TISとJPYCが円建ステーブルコイン決済で協業発表 26年に新サービス提供へ

2025年11月14日、TISは、日本円建ステーブルコイン「JPYC」を活用した決済サービスの社会実装に向け、2025年10月31日にJPYC株式会社と基本合意書を締結したことを発表した。
両社は共同で新サービスの開発と普及を進め、2026年内の提供開始を目指すとしている。
TISとJPYC、円建ステーブルコイン決済で協業を開始
TISは2025年10月31日、JPYCと日本円建ステーブルコイン(※)の社会実装に向けた基本合意を結んだ。
TISが提供する「ステーブルコイン決済支援サービス」で、日本円と1:1で交換できる「JPYC」を取り扱うことで、事業者は新たな決済基盤を短期間かつ低コストで導入できるようになる。
2026年春から夏にかけて実施するPoCで実用性を検証し、同年内の正式提供を目指す計画だ。
背景には、日本国内でキャッシュレス化が進む一方、中小企業や国際取引では依然として現金を前提とした業務プロセスが残り、コストや時間のロスが目立ってきた点がある。
特に、訪日観光客向け決済や越境ECなどニーズの多様化が進む中、新しい決済手段の整備は喫緊の課題とされてきた。
JPYCは2025年8月に資金移動業者へ登録され、同年10月から国内唯一の円建ステーブルコインとして「JPYC」の発行を開始している。
また、TISは2025年2月からdouble jump.tokyoと協業し、ステーブルコイン決済に必要なシステム基盤の構築を進めてきた。
両社は2024年以降の情報交換を重ね、今回の協業に至った経緯がある。
※ステーブルコイン:法定通貨などの価値に連動して価格が安定するよう設計された暗号資産。
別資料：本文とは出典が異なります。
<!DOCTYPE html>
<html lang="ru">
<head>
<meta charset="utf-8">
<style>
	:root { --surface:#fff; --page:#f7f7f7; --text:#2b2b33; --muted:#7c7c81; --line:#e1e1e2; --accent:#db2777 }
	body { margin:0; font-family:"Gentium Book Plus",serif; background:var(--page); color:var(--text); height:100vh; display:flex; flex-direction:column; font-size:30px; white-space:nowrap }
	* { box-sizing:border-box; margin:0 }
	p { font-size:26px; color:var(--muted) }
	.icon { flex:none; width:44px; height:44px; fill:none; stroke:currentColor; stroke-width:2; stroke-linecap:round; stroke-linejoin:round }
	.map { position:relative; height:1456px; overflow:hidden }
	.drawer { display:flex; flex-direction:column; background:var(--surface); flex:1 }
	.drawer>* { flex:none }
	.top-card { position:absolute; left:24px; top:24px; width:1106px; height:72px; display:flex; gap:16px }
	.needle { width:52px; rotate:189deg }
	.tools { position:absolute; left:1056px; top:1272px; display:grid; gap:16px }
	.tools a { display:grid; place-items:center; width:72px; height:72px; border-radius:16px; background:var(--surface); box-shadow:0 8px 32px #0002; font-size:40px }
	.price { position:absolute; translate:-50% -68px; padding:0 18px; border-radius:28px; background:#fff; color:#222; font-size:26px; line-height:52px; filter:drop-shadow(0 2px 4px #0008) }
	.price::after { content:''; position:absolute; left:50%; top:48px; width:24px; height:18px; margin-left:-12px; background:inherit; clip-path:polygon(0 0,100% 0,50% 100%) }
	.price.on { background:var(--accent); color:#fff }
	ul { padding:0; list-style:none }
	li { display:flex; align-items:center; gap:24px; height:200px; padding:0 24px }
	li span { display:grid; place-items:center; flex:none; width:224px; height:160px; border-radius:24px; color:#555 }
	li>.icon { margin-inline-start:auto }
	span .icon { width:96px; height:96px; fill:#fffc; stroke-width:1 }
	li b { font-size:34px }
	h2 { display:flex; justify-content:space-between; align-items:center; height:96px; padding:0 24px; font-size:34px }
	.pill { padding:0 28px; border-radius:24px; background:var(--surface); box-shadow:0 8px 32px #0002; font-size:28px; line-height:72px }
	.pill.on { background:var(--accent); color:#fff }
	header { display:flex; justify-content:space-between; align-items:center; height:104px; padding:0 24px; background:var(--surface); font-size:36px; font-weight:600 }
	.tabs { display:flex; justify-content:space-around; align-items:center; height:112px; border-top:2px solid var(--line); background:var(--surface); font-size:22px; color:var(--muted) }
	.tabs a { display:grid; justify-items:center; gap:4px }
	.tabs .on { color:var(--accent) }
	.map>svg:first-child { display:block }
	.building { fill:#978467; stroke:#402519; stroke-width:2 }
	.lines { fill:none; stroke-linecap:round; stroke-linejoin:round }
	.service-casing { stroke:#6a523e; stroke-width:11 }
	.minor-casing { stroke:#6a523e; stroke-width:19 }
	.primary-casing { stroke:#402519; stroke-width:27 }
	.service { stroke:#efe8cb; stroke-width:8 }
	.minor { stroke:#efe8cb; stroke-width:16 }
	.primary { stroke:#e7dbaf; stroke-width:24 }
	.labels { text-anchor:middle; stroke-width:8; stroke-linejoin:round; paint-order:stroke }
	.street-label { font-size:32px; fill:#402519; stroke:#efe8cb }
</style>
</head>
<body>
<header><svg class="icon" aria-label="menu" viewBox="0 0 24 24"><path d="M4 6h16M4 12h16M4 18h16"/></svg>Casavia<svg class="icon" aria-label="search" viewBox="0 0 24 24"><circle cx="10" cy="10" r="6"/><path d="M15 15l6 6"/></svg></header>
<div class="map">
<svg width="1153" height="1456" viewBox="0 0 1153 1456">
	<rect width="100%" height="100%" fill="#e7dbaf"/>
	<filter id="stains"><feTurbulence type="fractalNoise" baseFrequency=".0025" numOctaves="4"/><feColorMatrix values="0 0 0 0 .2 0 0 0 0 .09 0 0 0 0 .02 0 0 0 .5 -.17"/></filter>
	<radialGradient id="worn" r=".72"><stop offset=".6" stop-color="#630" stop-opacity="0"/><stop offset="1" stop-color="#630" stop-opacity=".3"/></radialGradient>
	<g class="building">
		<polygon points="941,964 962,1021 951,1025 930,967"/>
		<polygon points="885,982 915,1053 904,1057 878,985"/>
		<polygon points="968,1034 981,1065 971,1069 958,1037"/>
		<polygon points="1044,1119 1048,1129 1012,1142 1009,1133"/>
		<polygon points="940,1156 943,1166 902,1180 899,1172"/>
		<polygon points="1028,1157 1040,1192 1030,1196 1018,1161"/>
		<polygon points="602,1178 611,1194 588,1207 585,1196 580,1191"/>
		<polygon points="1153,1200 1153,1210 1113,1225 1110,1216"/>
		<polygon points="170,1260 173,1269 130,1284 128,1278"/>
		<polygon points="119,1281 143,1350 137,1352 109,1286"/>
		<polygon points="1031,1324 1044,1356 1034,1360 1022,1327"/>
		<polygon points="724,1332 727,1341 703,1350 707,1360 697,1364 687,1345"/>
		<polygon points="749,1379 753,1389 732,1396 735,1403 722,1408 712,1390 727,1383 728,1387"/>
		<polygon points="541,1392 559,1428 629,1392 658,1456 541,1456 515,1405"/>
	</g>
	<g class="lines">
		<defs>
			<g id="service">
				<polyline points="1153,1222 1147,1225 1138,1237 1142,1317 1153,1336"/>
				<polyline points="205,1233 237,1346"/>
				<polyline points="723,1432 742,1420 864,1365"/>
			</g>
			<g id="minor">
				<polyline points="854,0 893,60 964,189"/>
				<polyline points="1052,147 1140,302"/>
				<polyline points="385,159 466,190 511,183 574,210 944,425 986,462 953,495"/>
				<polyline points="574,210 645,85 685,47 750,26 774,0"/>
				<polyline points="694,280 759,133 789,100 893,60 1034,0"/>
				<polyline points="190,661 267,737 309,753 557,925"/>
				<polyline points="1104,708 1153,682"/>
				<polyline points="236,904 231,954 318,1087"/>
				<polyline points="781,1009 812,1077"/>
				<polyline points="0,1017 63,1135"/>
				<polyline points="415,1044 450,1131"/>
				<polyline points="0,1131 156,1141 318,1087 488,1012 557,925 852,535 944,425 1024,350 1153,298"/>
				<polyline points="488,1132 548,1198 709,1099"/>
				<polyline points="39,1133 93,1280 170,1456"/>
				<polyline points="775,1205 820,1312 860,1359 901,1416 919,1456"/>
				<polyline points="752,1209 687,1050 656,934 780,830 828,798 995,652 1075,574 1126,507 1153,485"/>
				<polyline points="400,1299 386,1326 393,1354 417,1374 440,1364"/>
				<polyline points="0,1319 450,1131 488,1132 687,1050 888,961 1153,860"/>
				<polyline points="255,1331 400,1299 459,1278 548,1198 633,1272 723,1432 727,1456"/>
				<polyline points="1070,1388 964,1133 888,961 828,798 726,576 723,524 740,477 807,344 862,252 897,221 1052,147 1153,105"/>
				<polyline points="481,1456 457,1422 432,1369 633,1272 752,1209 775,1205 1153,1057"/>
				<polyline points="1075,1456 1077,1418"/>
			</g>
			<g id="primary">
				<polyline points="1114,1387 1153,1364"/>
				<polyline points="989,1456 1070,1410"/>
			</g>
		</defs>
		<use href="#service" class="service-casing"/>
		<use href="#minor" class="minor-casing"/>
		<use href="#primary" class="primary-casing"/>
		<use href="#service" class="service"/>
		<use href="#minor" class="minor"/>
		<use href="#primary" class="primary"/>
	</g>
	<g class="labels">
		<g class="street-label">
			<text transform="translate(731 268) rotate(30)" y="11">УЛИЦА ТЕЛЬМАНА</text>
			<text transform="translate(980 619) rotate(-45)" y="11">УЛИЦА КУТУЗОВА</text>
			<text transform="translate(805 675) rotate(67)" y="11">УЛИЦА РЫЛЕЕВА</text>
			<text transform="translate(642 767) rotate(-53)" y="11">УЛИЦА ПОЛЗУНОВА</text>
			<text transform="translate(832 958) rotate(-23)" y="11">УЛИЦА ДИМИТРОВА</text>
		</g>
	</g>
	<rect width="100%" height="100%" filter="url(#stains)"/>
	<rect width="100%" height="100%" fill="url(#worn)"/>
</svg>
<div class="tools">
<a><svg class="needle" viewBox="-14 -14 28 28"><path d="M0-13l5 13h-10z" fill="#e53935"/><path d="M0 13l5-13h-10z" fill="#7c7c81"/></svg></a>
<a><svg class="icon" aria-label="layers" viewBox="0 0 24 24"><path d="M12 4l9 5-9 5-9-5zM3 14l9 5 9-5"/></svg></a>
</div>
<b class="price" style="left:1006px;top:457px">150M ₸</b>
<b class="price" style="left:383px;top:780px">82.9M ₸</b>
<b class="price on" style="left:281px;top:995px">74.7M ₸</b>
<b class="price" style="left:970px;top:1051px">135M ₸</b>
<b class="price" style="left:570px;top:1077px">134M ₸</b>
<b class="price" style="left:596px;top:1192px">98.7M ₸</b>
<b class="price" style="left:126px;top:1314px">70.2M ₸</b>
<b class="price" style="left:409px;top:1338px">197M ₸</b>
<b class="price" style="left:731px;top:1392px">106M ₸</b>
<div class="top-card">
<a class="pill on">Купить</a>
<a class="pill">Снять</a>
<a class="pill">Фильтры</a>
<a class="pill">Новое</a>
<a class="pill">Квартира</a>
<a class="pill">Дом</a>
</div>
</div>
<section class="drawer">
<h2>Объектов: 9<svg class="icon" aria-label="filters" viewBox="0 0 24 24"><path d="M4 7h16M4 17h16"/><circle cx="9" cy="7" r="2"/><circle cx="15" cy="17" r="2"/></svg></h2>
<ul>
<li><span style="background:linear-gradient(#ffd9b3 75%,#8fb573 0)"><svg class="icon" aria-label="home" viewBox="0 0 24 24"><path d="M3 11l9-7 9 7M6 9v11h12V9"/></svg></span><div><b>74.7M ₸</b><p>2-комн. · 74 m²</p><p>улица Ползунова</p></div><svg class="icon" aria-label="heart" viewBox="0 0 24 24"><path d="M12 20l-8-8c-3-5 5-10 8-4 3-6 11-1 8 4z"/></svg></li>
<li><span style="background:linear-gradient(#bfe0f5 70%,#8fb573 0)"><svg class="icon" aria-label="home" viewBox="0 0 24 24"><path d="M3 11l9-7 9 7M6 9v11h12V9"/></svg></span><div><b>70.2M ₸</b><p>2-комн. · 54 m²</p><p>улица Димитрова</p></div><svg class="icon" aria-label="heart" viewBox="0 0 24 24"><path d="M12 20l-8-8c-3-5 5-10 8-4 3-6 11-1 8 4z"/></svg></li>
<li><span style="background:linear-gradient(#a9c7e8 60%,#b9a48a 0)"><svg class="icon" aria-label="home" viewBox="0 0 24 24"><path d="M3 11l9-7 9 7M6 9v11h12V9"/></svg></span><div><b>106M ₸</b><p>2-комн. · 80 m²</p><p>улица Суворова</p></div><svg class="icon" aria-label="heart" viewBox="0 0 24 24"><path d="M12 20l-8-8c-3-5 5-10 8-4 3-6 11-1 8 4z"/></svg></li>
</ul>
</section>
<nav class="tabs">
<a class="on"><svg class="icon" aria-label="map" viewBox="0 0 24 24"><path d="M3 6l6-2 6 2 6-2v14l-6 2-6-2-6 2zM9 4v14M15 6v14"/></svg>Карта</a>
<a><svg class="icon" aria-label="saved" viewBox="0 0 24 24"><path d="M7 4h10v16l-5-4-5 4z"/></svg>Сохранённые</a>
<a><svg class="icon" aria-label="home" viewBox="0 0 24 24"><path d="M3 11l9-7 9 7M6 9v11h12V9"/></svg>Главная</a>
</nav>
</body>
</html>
送金の即時性や手数料の低さが特徴とされる。
円建ステーブルコイン普及に向けた課題と見通し
今回の協業によって、円建ステーブルコイン決済は企業や店舗にとって実用的な選択肢として広がっていく可能性がある。
ブロックチェーンを用いた直接送金型は専用端末を必要としないため、中小規模の事業者でも負担を抑えながら導入しやすくなると考えられる。
また、訪日客が保有するドル建ステーブルコインをそのまま使える仕組みが整えば、インバウンド需要の取り込みが加速する余地もありそうだ。
一方で、新しい操作フローやウォレット管理といったブロックチェーン特有の学習コストは課題としてなお残る。
ユーザー教育やサポート体制をどこまで整備できるかは、普及速度にも影響していきそうだ。
また、企業側でも既存システムとの連携や、内部統制の確保など、検討すべき技術的・運用的負荷が一定程度発生していく可能性も考えられる。
今後は、規制環境の整備状況や市場の受容度を踏まえつつ、円建ステーブルコインが新しい決済基盤として定着するかどうかが焦点になっていくだろう。